The obvious example of when if-conversion would be legal but obviously not profitable would be when there's a lot of work on both sides of an if/else. e.g. some multiplies and divides, a whole loop, and/or table lookups. Even if gcc can prove that it's safe to run both sides and select one result at the end, it would see that doing that much more work isn't worth avoiding a branch.

If-conversion to a data-dependency (branchless cmov) is only even possible in limited circumstances. e.g. Why is gcc allowed to speculatively load from a struct? shows a case where it can/can't be done. Other cases include doing a memory access that the C abstract machine doesn't, which the compiler can't prove won't fault. Or a non-inline function call that might have side-effects.

See also these questions about getting gcc to use CMOV.

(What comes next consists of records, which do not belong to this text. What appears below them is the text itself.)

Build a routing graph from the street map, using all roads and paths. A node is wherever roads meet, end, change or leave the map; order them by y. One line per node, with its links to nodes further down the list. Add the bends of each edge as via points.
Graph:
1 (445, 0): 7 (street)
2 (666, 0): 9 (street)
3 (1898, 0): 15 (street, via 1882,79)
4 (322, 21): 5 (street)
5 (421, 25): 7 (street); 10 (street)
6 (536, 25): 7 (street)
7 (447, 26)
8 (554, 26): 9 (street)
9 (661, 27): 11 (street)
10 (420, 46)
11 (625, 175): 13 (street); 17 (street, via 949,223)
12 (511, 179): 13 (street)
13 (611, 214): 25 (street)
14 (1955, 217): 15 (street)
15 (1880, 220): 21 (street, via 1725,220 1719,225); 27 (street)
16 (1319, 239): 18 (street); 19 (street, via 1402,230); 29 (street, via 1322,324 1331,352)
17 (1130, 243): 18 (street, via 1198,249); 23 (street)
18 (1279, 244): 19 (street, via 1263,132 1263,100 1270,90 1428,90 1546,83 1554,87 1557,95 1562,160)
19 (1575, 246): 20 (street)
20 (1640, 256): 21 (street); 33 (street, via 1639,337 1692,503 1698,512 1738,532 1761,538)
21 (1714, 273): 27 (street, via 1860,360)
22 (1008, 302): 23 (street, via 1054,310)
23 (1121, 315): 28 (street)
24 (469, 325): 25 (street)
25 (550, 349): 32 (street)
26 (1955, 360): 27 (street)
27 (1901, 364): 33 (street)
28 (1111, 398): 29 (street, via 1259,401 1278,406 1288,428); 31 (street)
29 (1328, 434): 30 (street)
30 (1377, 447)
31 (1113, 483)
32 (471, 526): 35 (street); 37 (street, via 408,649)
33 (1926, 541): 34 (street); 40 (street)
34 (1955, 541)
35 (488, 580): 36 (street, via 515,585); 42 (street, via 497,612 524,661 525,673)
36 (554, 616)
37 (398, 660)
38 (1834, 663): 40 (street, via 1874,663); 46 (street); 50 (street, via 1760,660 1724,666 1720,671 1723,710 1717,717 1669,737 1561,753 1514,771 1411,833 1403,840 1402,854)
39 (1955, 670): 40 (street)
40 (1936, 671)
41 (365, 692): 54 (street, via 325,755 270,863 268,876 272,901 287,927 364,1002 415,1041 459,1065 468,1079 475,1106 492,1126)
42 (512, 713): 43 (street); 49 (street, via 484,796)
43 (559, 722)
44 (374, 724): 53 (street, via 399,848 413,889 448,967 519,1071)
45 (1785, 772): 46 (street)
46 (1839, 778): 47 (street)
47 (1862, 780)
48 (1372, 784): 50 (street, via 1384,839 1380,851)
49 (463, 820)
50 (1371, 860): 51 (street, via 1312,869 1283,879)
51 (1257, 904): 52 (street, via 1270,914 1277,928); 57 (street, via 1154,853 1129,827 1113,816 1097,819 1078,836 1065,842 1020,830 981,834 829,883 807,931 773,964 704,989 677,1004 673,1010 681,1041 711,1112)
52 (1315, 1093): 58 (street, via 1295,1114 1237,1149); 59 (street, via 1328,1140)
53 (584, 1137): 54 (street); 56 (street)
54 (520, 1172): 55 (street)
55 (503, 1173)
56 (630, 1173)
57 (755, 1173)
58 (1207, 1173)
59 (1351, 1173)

See also Disabling predication in gcc/g++ - apparently gcc -fno-if-conversion -fno-if-conversion2 will disable use of cmov.

For a case where cmov hurts performance, see gcc optimization flag -O3 makes code slower than -O2 - GCC -O3 needs profile-guided optimization to get it right and use a branch for an if that turns out to be highly predictable. GCC -O2 didn't do if-conversion in the first place, even without PGO profiling data.

An example the other way: Is there a good reason why GCC would generate jump to jump just over one cheap instruction?

GCC seemingly misses simple optimization shows a case where a ternary has side-effects in both halves: ternary isn't like CMOV: only one side is even evalutated for side effects.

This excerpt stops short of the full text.